— Instructions for the task —
Transcribe the data that follows without changing a word, and omit the pictures.

+++++

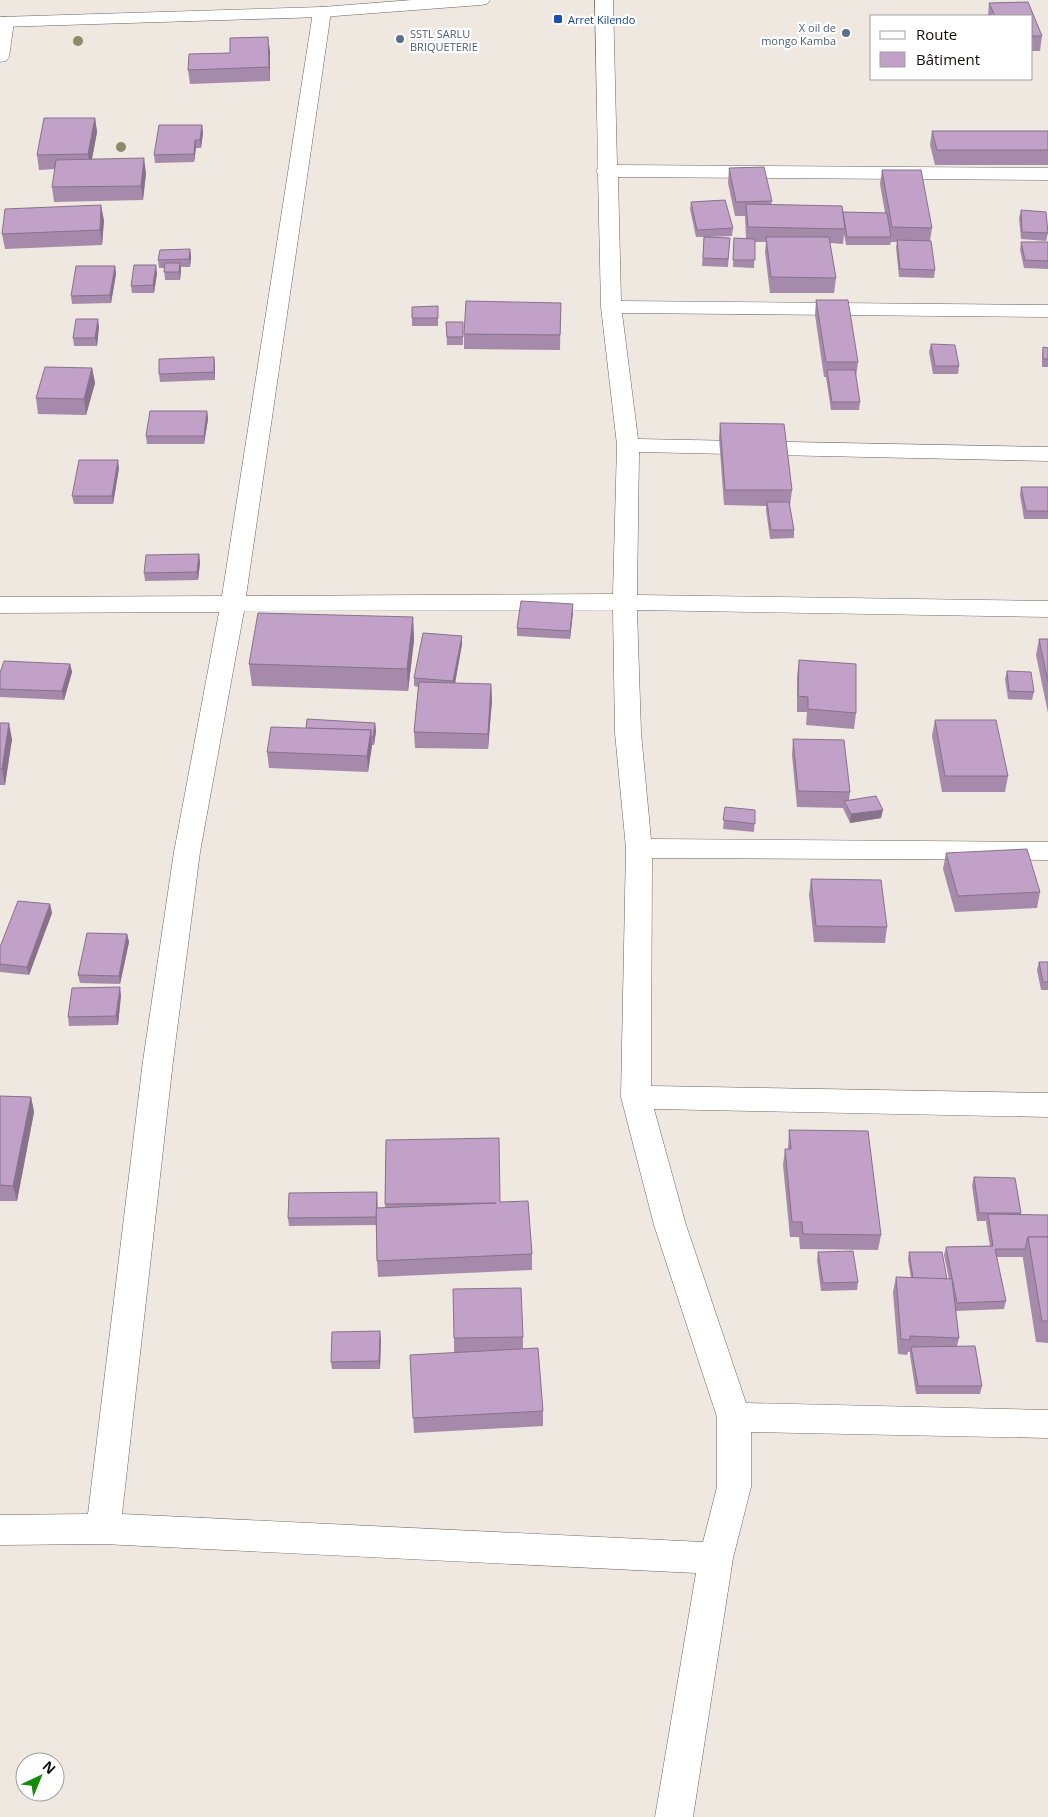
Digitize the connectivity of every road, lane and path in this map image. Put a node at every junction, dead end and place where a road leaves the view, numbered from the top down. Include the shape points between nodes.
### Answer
1 (482, 0) edge
2 (604, 0) edge
3 (322, 12) junction
4 (3, 22) edge
5 (0, 57) edge
6 (606, 170) junction
7 (1048, 174) edge
8 (611, 307) junction
9 (1048, 311) edge
10 (628, 445) junction
11 (1048, 454) edge
12 (625, 602) junction
13 (233, 604) junction
14 (0, 605) edge
15 (1048, 609) edge
16 (639, 848) junction
17 (1048, 851) edge
18 (636, 1097) junction
19 (1048, 1104) edge
20 (734, 1418) junction
21 (1048, 1424) edge
22 (103, 1529) junction
23 (0, 1530) edge
24 (716, 1558) junction
25 (674, 1817) edge

1 - 3 main road
2 - 6 main road
3 - 4 main road
3 - 13 main road
4 - 5 main road
6 - 7 main road
6 - 8 main road
8 - 9 main road
8 - 10 main road
10 - 11 main road
10 - 12 main road
12 - 13 main road
12 - 15 main road
12 - 16 main road via 628,733
13 - 14 main road
13 - 22 main road via 187,852 158,1061
16 - 17 main road
16 - 18 main road
18 - 19 main road
18 - 20 main road via 670,1224
20 - 21 main road
20 - 24 main road via 734,1487
22 - 23 main road
22 - 24 main road
24 - 25 main road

+++++

— Response to the task —
Digitize the connectivity of every road, lane and path in this map image. Put a node at every junction, dead end and place where a road leaves the view, numbered from the top down. Include the shape points between nodes.
### Answer
1 (482, 0) edge
2 (604, 0) edge
3 (322, 12) junction
4 (3, 22) edge
5 (0, 57) edge
6 (606, 170) junction
7 (1048, 174) edge
8 (611, 307) junction
9 (1048, 311) edge
10 (628, 445) junction
11 (1048, 454) edge
12 (625, 602) junction
13 (233, 604) junction
14 (0, 605) edge
15 (1048, 609) edge
16 (639, 848) junction
17 (1048, 851) edge
18 (636, 1097) junction
19 (1048, 1104) edge
20 (734, 1418) junction
21 (1048, 1424) edge
22 (103, 1529) junction
23 (0, 1530) edge
24 (716, 1558) junction
25 (674, 1817) edge

1 - 3 main road
2 - 6 main road
3 - 4 main road
3 - 13 main road
4 - 5 main road
6 - 7 main road
6 - 8 main road
8 - 9 main road
8 - 10 main road
10 - 11 main road
10 - 12 main road
12 - 13 main road
12 - 15 main road
12 - 16 main road via 628,733
13 - 14 main road
13 - 22 main road via 187,852 158,1061
16 - 17 main road
16 - 18 main road
18 - 19 main road
18 - 20 main road via 670,1224
20 - 21 main road
20 - 24 main road via 734,1487
22 - 23 main road
22 - 24 main road
24 - 25 main road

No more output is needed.